Rebooting Tarzan: Make him fly?

Contributed by
Dec 14, 2012, 3:54 PM EST

The celluloid adventures of Edgar Rice Burroughs' Tarzan range from Disney animation to Miles O'Keeffe's frolicking with a naked Bo Derek in the jungle. Perhaps the most iconic is Johnny Weissmuller's portrayal in 12 adventure films from the '30s and '40s. What else is Hollywood to do with such a popular character but reboot it? Having written the script, Stuart Beattie described his new vision of the Lord of the Apes.

"It's not your traditional Tarzan," Beattie said in an exclusive phone interview on Wednesday while promoting G.I. Joe: The Rise of Cobra. "It's your Pirates of the Caribbean kind of Tarzan. It's fun. It's how a Tarzan movie should be. It's just, because Tarzan's been done so many times, you can't just do the standard retelling of Tarzan again, because everyone knows that story. If you're going to do Tarzan, you've got to do it different than it's ever been done."

Well, we've certainly never seen Tarzan fly before. Speak broken English with a French accent, yes (a la Christopher Lambert in 1984's Greystoke: The Legend of Tarzan, Lord of the Apes). Fly, no.

"[It's going to be] more mythological and supernatural, mythic Africa, where the trees are two or three times the size of trees," Beattie said. "It's that deep, deep, deep, dark, heart-of-Africa jungle that no one's ever been [to], 1930s, period, all that kind of stuff, and really bring that world up into that kind of mythic status, where Tarzan can fly around on all these trees and do amazing acrobatics. I just had a lot of fun with it."
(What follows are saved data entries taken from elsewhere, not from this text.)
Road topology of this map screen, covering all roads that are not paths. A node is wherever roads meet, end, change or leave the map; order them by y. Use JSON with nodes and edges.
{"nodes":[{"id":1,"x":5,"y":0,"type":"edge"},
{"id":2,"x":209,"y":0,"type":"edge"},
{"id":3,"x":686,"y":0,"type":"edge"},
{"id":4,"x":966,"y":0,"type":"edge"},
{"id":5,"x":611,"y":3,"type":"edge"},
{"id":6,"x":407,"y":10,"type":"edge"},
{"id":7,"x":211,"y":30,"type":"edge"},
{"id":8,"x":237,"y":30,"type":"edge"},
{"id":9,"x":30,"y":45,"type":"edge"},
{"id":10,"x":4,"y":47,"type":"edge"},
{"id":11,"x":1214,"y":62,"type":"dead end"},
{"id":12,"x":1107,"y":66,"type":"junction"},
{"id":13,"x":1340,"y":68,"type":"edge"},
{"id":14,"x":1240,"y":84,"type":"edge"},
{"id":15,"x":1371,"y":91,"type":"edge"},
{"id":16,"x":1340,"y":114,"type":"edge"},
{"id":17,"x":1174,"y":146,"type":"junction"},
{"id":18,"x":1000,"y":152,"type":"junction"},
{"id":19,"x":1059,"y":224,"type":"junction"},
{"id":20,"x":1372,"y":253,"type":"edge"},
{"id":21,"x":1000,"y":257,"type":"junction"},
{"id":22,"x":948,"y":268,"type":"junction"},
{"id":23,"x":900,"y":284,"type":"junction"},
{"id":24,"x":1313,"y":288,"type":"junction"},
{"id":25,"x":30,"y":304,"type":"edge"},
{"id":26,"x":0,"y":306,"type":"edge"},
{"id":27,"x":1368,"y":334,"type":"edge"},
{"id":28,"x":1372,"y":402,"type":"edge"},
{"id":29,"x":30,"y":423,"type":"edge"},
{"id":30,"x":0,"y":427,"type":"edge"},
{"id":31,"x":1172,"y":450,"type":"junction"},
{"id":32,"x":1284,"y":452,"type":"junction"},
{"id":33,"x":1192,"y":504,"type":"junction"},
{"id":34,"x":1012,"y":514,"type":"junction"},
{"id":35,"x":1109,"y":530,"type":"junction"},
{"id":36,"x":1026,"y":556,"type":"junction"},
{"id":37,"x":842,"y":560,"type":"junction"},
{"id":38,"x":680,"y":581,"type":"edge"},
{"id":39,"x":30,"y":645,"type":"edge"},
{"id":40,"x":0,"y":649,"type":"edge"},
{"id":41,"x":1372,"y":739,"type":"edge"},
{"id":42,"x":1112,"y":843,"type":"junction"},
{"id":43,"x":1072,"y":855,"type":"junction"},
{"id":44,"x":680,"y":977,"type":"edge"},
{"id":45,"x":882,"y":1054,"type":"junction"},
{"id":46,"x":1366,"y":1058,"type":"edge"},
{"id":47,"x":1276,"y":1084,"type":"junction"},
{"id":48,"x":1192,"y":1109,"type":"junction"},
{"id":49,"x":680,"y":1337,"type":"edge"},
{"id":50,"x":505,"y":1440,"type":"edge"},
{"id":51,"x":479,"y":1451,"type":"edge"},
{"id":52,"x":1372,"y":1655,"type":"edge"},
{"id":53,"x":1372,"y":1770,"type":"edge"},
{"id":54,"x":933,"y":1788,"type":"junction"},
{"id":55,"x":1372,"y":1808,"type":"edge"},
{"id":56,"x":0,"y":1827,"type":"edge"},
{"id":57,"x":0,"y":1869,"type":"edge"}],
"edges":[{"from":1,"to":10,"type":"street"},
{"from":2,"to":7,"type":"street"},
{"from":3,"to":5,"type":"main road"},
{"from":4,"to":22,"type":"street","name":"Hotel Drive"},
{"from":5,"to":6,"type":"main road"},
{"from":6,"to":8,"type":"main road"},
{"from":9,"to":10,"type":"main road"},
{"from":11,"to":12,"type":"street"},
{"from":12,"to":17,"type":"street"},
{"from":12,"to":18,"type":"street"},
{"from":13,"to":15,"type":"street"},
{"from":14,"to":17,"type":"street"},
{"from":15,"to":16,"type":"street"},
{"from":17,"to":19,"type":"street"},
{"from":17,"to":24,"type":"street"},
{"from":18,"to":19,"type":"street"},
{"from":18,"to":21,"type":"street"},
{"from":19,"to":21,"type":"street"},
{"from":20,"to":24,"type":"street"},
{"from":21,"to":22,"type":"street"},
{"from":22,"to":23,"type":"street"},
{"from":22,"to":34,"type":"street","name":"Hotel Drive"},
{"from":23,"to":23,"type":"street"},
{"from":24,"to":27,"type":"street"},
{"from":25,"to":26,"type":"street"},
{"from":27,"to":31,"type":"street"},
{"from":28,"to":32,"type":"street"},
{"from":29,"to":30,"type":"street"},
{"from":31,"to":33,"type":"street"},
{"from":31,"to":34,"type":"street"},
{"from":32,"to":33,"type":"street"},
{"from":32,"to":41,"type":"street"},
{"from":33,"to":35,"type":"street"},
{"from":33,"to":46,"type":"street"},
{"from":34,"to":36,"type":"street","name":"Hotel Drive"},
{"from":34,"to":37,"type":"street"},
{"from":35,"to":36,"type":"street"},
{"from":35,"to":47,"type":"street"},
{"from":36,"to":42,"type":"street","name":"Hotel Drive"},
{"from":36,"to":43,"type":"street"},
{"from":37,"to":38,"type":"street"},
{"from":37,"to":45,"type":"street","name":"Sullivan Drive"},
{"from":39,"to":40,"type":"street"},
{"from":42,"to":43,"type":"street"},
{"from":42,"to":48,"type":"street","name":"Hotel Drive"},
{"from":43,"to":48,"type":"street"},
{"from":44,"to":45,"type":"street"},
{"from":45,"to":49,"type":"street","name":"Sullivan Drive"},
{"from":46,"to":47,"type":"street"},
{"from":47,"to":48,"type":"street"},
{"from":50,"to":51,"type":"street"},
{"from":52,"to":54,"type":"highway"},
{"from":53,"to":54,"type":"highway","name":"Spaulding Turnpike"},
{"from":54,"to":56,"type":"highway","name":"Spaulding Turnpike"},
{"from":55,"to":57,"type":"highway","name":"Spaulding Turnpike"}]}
Original Tarzan author Edgar Rice Burroughs probably never imagined his hero performing such feats, and he didn't have film budgets to worry about. He only had the written word and his own imagination. For his part, Beattie feels that Hollywood had exhausted all the source material by the time he got his shot at it.

"It's mainly new stuff, because it's the kind of stuff that Edgar Rice Burroughs, I don't think, could have possibly imagined," Beattie said. "There's certainly nothing like it in the books, so I guess I can't really speak to what he was thinking when he wrote them, but it certainly raises it all up a notch to be like a big, fun summer movie."

Warner Brothers is in talks with The Mummy's Stephen Sommers to direct Beattie's Tarzan script.